The study included pulmonary, microbiologically confirmed DSTB patients completing TB treatment in six randomly selected districts between April and June 2024. Patients with drug resistance, extrapulmonary TB, or disseminated TB were excluded from the study.
The study population consisted of 511 pulmonary, microbiologically confirmed DSTB patients completing TB treatment. Sputum samples were collected from all eligible participants; hence, a universal sampling method was used. This sample size is adequate to achieve a 95% confidence level and 80% power, assuming a TB treatment failure rate of 1.08%, as reported in a study by Gilmour et al. [16].
TB treatment failure was defined as sputum smear microscopy or culture positivity at five months or later during treatment in patients with drug-sensitive TB [17].

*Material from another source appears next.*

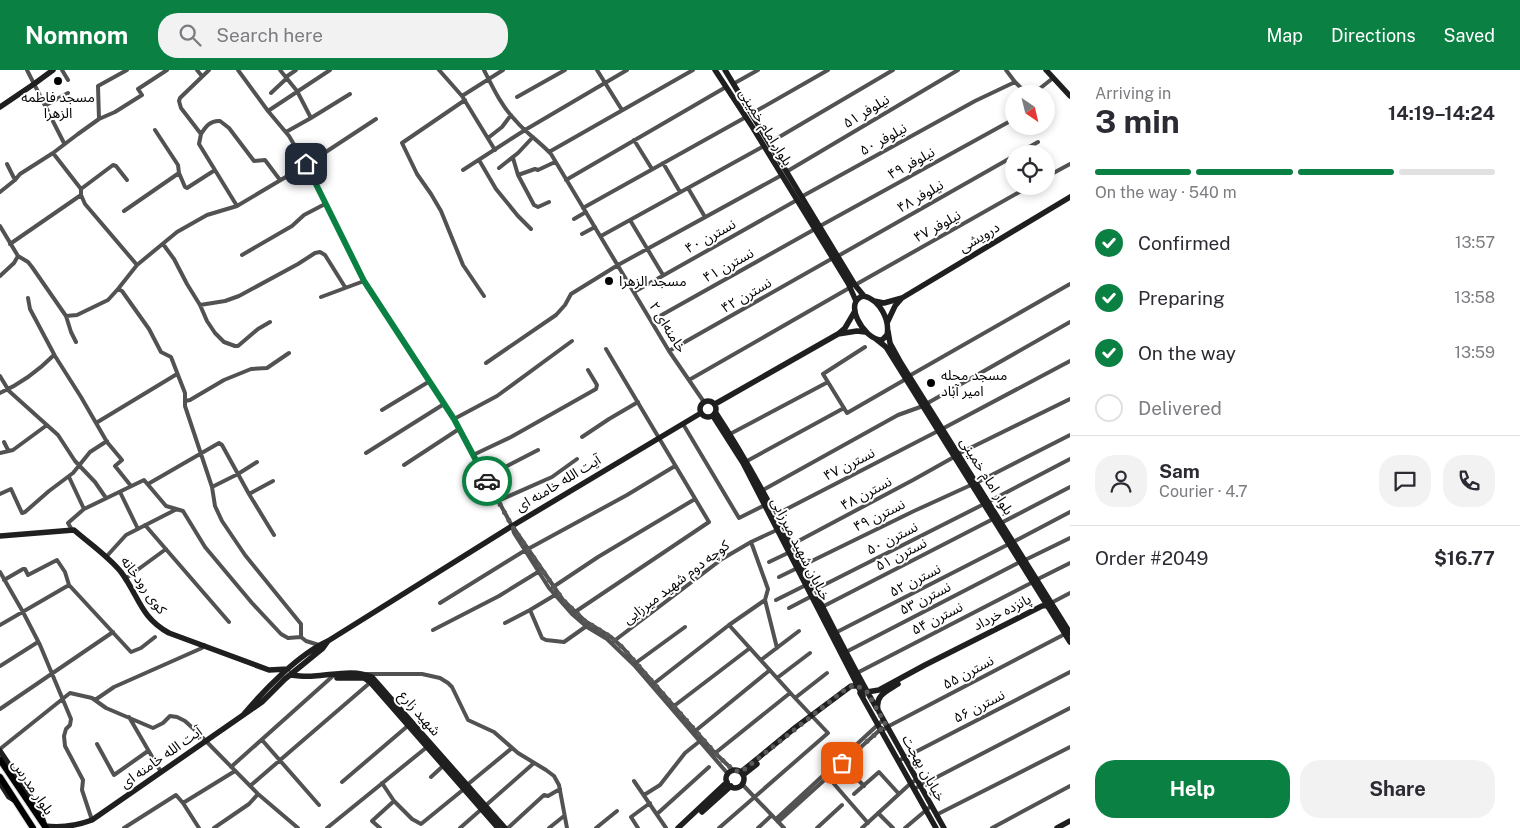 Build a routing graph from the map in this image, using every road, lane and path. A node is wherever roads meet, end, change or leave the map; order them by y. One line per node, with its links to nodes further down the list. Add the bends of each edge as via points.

Administrative approval from the State TB Officer, Karnataka, and ethical and institutional review board approval were obtained prior to initiation of the study. Sputum specimens were collected from study participants at the end of treatment after obtaining consent and were transported to the linked C-DST laboratories under a cold chain, as per NTEP guidelines. The sputum specimens were subjected to liquid culture testing using MGIT to monitor treatment outcomes. Demographic details such as age and gender, and other parameters including HIV status, diabetic status, previous history of TB, body mass index, and end-of-treatment culture reports, were obtained from Ni-kshay, the case-based web-based TB reporting system used in India [18]. The confidentiality of subjects was maintained, and patient identifiers were masked during analysis.

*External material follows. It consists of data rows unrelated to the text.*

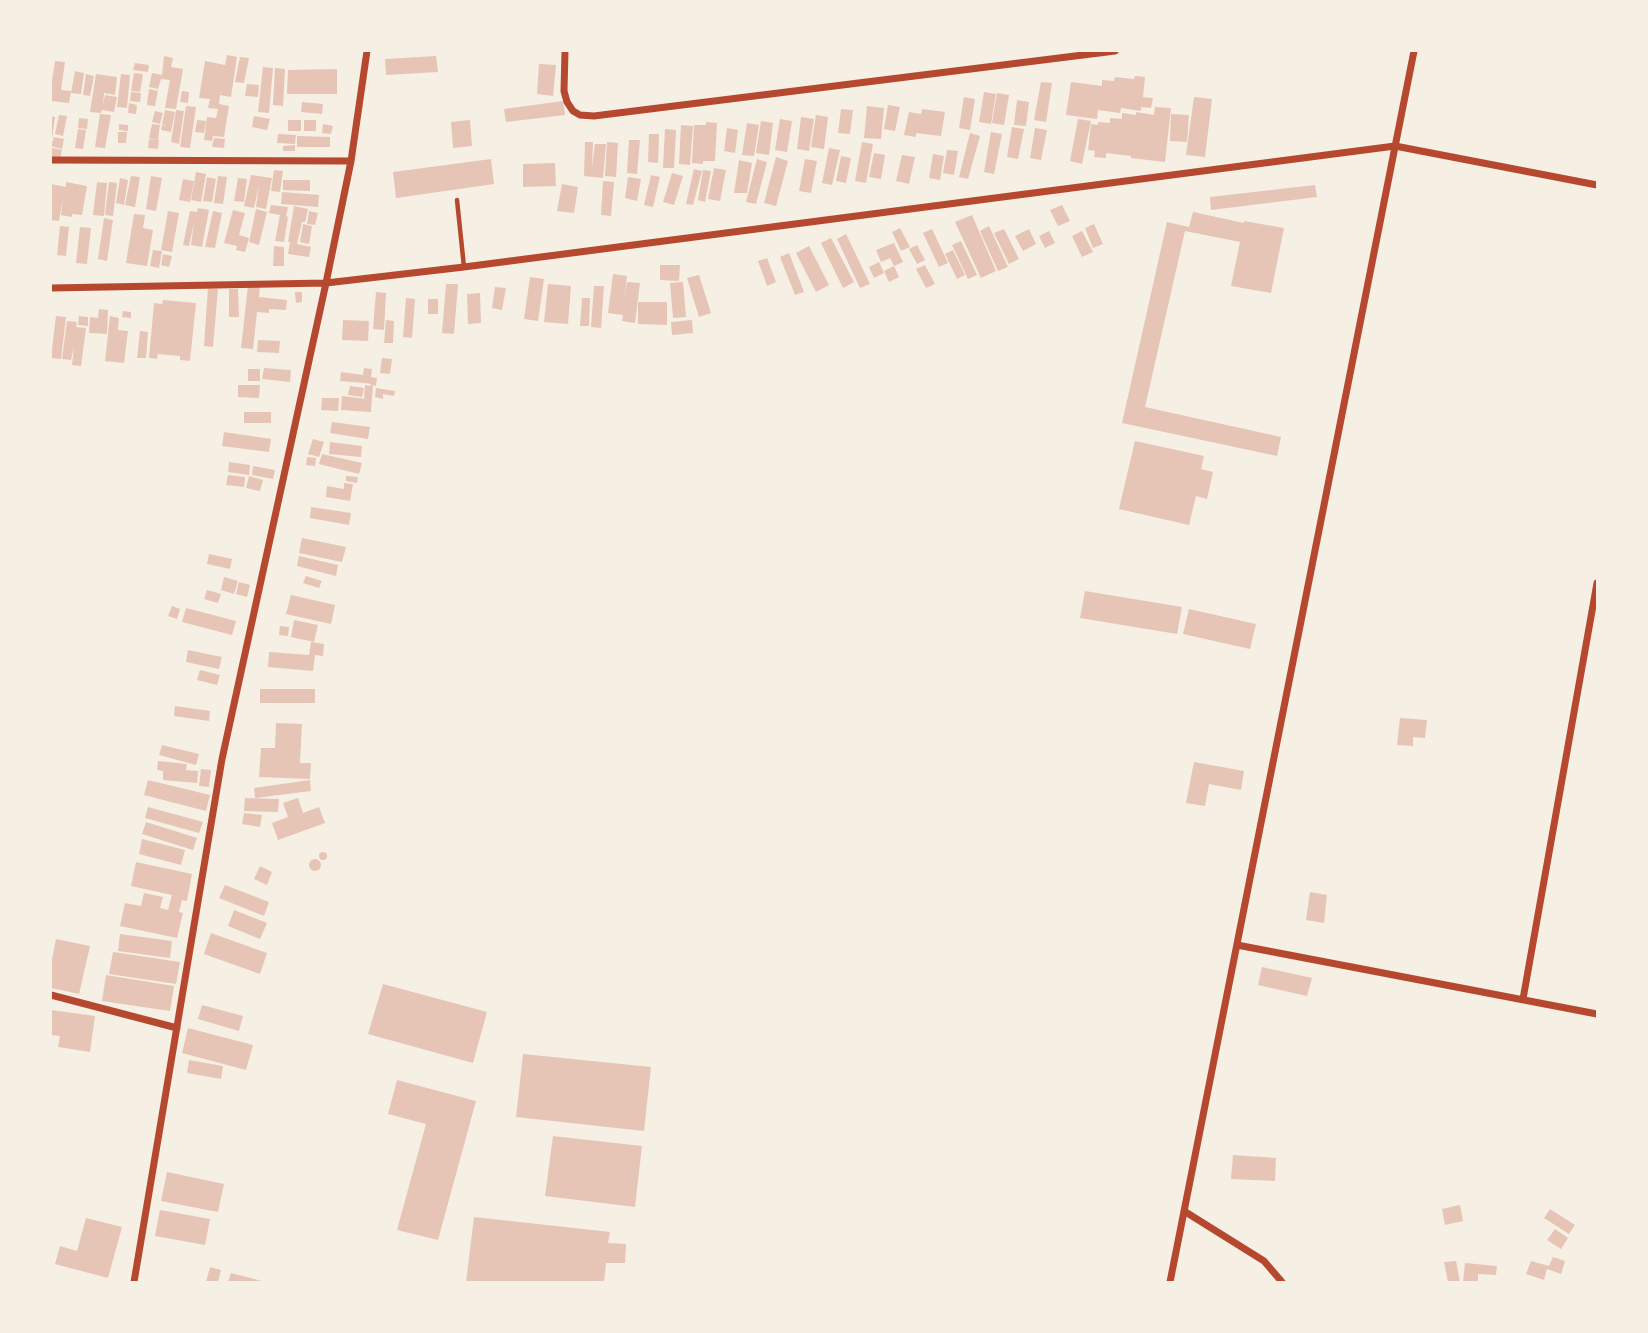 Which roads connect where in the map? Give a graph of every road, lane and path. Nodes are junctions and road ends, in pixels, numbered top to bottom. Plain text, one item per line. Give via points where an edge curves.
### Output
1 (367, 51) edge
2 (565, 51) edge
3 (1115, 51) edge
4 (1414, 51) edge
5 (1395, 146) junction
6 (51, 160) edge
7 (351, 161) junction
8 (1597, 185) edge
9 (457, 200) dead end
10 (464, 267) junction
11 (326, 282) junction
12 (51, 288) edge
13 (1597, 583) edge
14 (1596, 597) edge
15 (1237, 946) junction
16 (51, 995) edge
17 (1523, 999) junction
18 (1597, 1014) edge
19 (177, 1028) junction
20 (1184, 1211) junction
21 (134, 1282) edge
22 (1170, 1282) edge
23 (1282, 1282) edge

1 - 7 street
2 - 3 street via 567,102 580,115 594,116
4 - 5 street
5 - 8 street
5 - 10 street
5 - 15 street
6 - 7 street
7 - 11 street
9 - 10 lane
10 - 11 street
11 - 12 street
11 - 19 street via 222,759
13 - 14 street
14 - 17 street
15 - 17 street
15 - 20 street
16 - 19 street
17 - 18 street
19 - 21 street
20 - 22 street
20 - 23 street via 1264,1261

Data were analyzed using the open-source analytical software Jamovi v2.3 (jamovi project, Sydney, Australia) [19]. Categorical variables are presented as frequencies and proportions, while continuous variables are presented as mean with standard deviation. Factors associated with TB treatment failure were analyzed using chi-square and Fisher’s exact tests, and relative risk was calculated. A 95% confidence interval for proportions was calculated. A p-value <0.05 was considered statistically significant.
Results
Out of 511 microbiologically confirmed pulmonary DSTB patients offered end-of-treatment culture, the mean age was 46 ± 17 years, 359 (70.3%) were male, 78 (15.3%) had a previous history of TB, 28 (5.5%) were HIV reactive, 106 (20.7%) were diabetic, and the mean body mass index was 18.9 ± 2.8 kg/m² (Table 1). Of the 511 sputum specimens processed using liquid culture testing with MGIT, 40 (7.8%) were positive. Thus, the TB treatment failure rate by the liquid culture method was 7.8% (95% CI: 5.6%-10.5%). Males had a higher risk of treatment failure than females (RR: 1.27, 95% CI: 0.63-2.53), and previously treated TB patients had a higher risk of treatment failure compared to new TB patients (RR: 1.18, 95% CI: 0.54-2.57). However, these findings were not statistically significant. Age, body mass index, HIV reactivity, and diabetes were also not associated with TB treatment failure (p-value>0.05) (Table 2).
Table 1. Baseline characteristics of microbiologically confirmed pulmonary drug sensitive TB patients completed treatment from April to June 2024 in six districts of Karnataka.
*Mean ± standard deviation.
| Characteristics | Number (n = 511) | Percentage |
| Sex | ||
| Male | 359 | 70.3 |
| Female | 152 | 29.7 |
| Previous history of TB | ||
| Yes | 78 | 15.3 |
| No | 433 | 84.7 |
| HIV status | ||
| Reactive | 28 | 5.5 |
| Non-Reactive | 483 | 94.5 |
| Diabetic | ||
| Yes | 106 | 20.7 |
| No | 405 | 79.3 |
| Age (in years)* | 46 ± 17 | |
| Body mass index (kg/m2)* | 18.9 ± 2.8 | |
Table 2. Factors associated with end of TB treatment culture positivity among pulmonary drug sensitive tuberculosis patients in Karnataka from April to June 2024.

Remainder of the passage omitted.